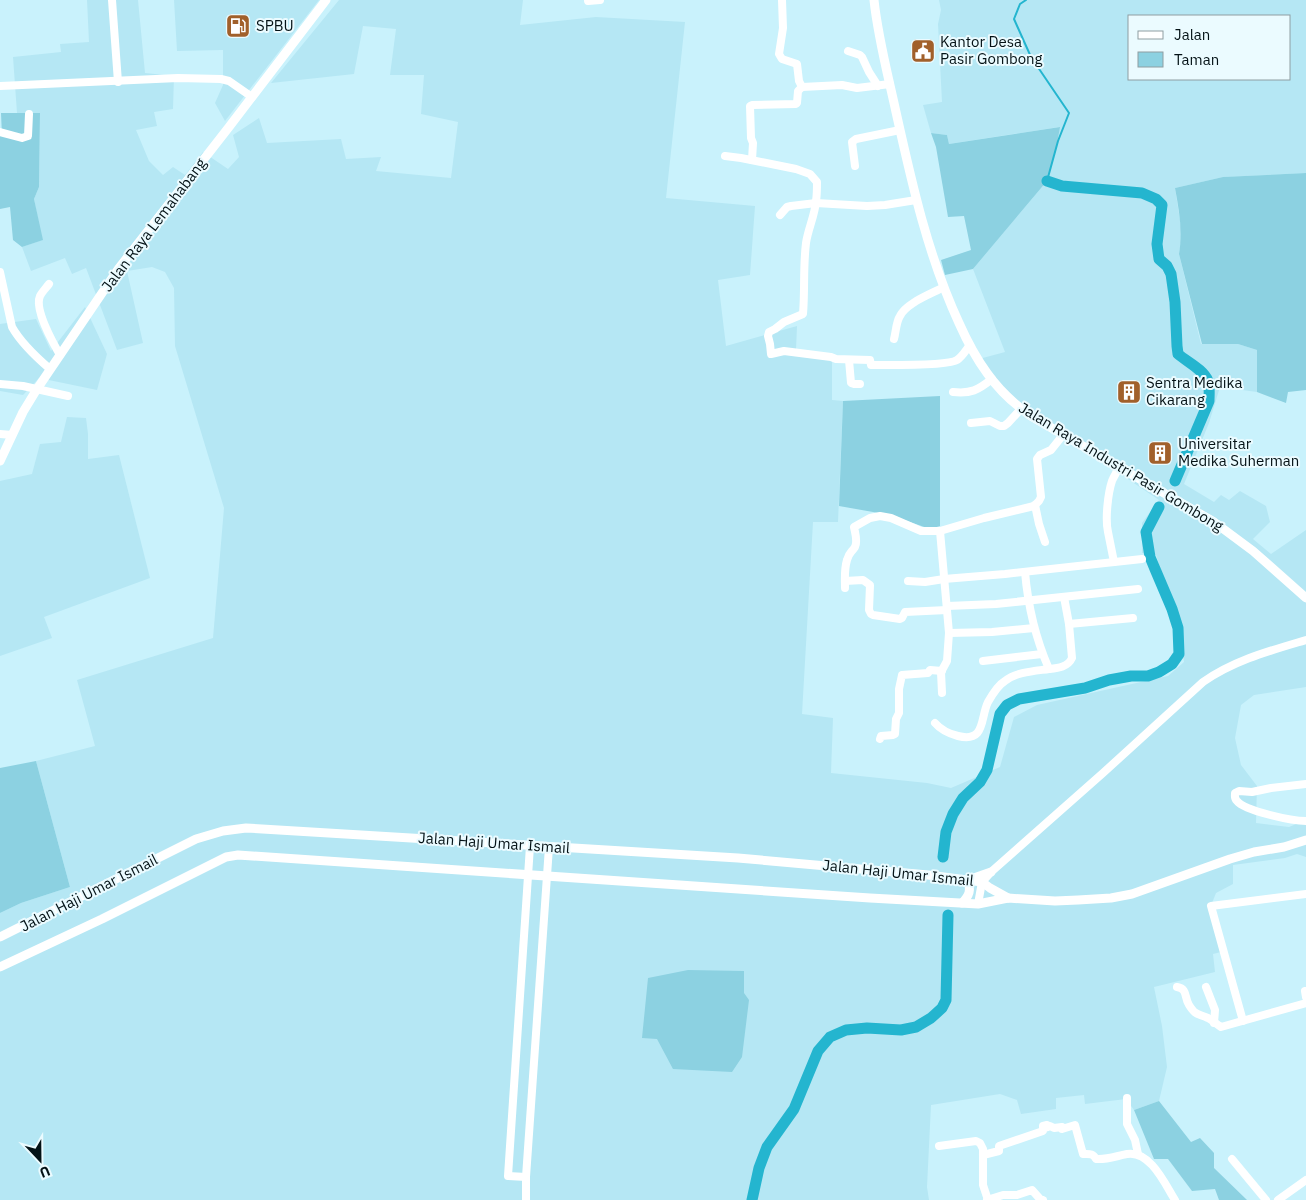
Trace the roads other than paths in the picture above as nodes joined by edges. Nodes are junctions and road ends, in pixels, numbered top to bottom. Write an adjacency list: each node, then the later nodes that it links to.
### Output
1 (112, 0): 8 (street)
2 (326, 0): 13 (main road, Jalan Raya Lemahabang)
3 (600, 0): 6 (street)
4 (782, 0): 12 (street)
5 (874, 0): 9 (main road, Jalan Raya Industri Pasir Gombong)
6 (588, 1)
7 (848, 51): 11 (street)
8 (118, 82): 10 (street); 13 (street)
9 (890, 84): 11 (street); 15 (main road, Jalan Raya Industri Pasir Gombong)
10 (0, 86)
11 (878, 86): 12 (street)
12 (802, 87): 18 (street)
13 (252, 97): 28 (main road, Jalan Raya Lemahabang)
14 (29, 114): 16 (street)
15 (900, 130): 19 (street); 20 (main road, Jalan Raya Industri Pasir Gombong)
16 (0, 132)
17 (725, 156): 18 (street)
18 (752, 160): 21 (street)
19 (855, 166)
20 (916, 200): 21 (street); 25 (main road, Jalan Raya Industri Pasir Gombong)
21 (816, 203): 22 (street); 29 (street)
22 (780, 215)
23 (0, 272): 30 (street)
24 (49, 284): 28 (street)
25 (944, 287): 26 (street); 27 (main road, Jalan Raya Industri Pasir Gombong)
26 (894, 339)
27 (970, 345): 29 (street); 31 (main road, Jalan Raya Industri Pasir Gombong)
28 (60, 355): 30 (main road, Jalan Raya Lemahabang)
29 (849, 360): 33 (street)
30 (50, 369): 34 (main road, Jalan Raya Lemahabang)
31 (992, 380): 35 (street); 37 (main road, Jalan Raya Industri Pasir Gombong)
32 (0, 384): 34 (street)
33 (860, 384)
34 (37, 389): 36 (street); 40 (main road, Jalan Raya Lemahabang)
35 (953, 392)
36 (68, 396)
37 (1021, 409): 38 (street); 41 (main road, Jalan Raya Industri Pasir Gombong)
38 (971, 423)
39 (0, 434): 40 (street)
40 (12, 435): 42 (main road, Jalan Raya Lemahabang)
41 (1063, 435): 43 (main road, Jalan Raya Industri Pasir Gombong); 44 (street)
42 (0, 461)
43 (1119, 467): 48 (street); 54 (main road, Jalan Raya Industri Pasir Gombong)
44 (1035, 505): 45 (street); 46 (street)
45 (940, 531): 50 (street); 56 (street)
46 (1045, 542)
47 (1142, 559): 48 (street)
48 (1114, 562): 49 (street)
49 (1025, 572): 50 (street); 55 (street)
50 (944, 579): 51 (street); 56 (street)
51 (908, 581)
52 (1138, 589): 53 (street)
53 (1064, 597): 55 (street); 58 (street)
54 (1306, 598)
55 (1028, 601): 56 (street); 59 (street)
56 (947, 608): 60 (street)
57 (1133, 618): 58 (street)
58 (1069, 624): 65 (street)
59 (1034, 628): 60 (street); 62 (street)
60 (949, 633): 64 (street)
61 (1306, 640): 74 (street)
62 (1042, 654): 63 (street); 65 (street)
63 (983, 661)
64 (942, 670): 66 (street); 68 (street)
65 (1049, 670): 67 (street)
66 (942, 693)
67 (935, 723)
68 (880, 739)
69 (1306, 784): 70 (street)
70 (1306, 821)
71 (1306, 840): 80 (main road, Jalan Haji Umar Ismail)
72 (530, 846): 73 (main road, Jalan Haji Umar Ismail); 75 (street); 83 (main road, Jalan Haji Umar Ismail)
73 (549, 847): 76 (street); 77 (main road, Jalan Haji Umar Ismail)
74 (992, 872): 77 (main road); 78 (street)
75 (528, 875): 76 (main road, Jalan Haji Umar Ismail); 84 (main road, Jalan Haji Umar Ismail); 95 (street)
76 (547, 876): 81 (main road, Jalan Haji Umar Ismail); 95 (street)
77 (964, 880): 78 (main road, Jalan Haji Umar Ismail); 81 (main road)
78 (982, 882): 80 (main road, Jalan Haji Umar Ismail); 82 (street)
79 (1306, 894): 88 (street)
80 (1008, 898): 82 (main road, Jalan Haji Umar Ismail)
81 (960, 903): 82 (main road, Jalan Haji Umar Ismail)
82 (978, 904)
83 (0, 938)
84 (0, 967)
85 (1177, 986): 89 (street)
86 (1206, 987): 89 (street)
87 (1306, 1002): 88 (street)
88 (1243, 1021): 89 (street)
89 (1214, 1023)
90 (1127, 1098): 92 (street)
91 (939, 1146): 93 (street)
92 (1138, 1154): 93 (street); 101 (street)
93 (983, 1155): 99 (street)
94 (1232, 1159): 102 (street)
95 (526, 1176): 98 (street)
96 (1304, 1181): 97 (street); 103 (street)
97 (1306, 1191)
98 (526, 1200)
99 (988, 1200): 100 (street)
100 (1043, 1200)
101 (1175, 1200)
102 (1266, 1200)
103 (1278, 1200)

◆ **DIRECTIONS FOR THIS TASK**: Would you please copy every line from the listing above that contains the word "Lemahabang"?

◆ **RESULT OF THE EXERCISE**:
2 (326, 0): 13 (main road, Jalan Raya Lemahabang)
13 (252, 97): 28 (main road, Jalan Raya Lemahabang)
28 (60, 355): 30 (main road, Jalan Raya Lemahabang)
30 (50, 369): 34 (main road, Jalan Raya Lemahabang)
34 (37, 389): 36 (street); 40 (main road, Jalan Raya Lemahabang)
40 (12, 435): 42 (main road, Jalan Raya Lemahabang)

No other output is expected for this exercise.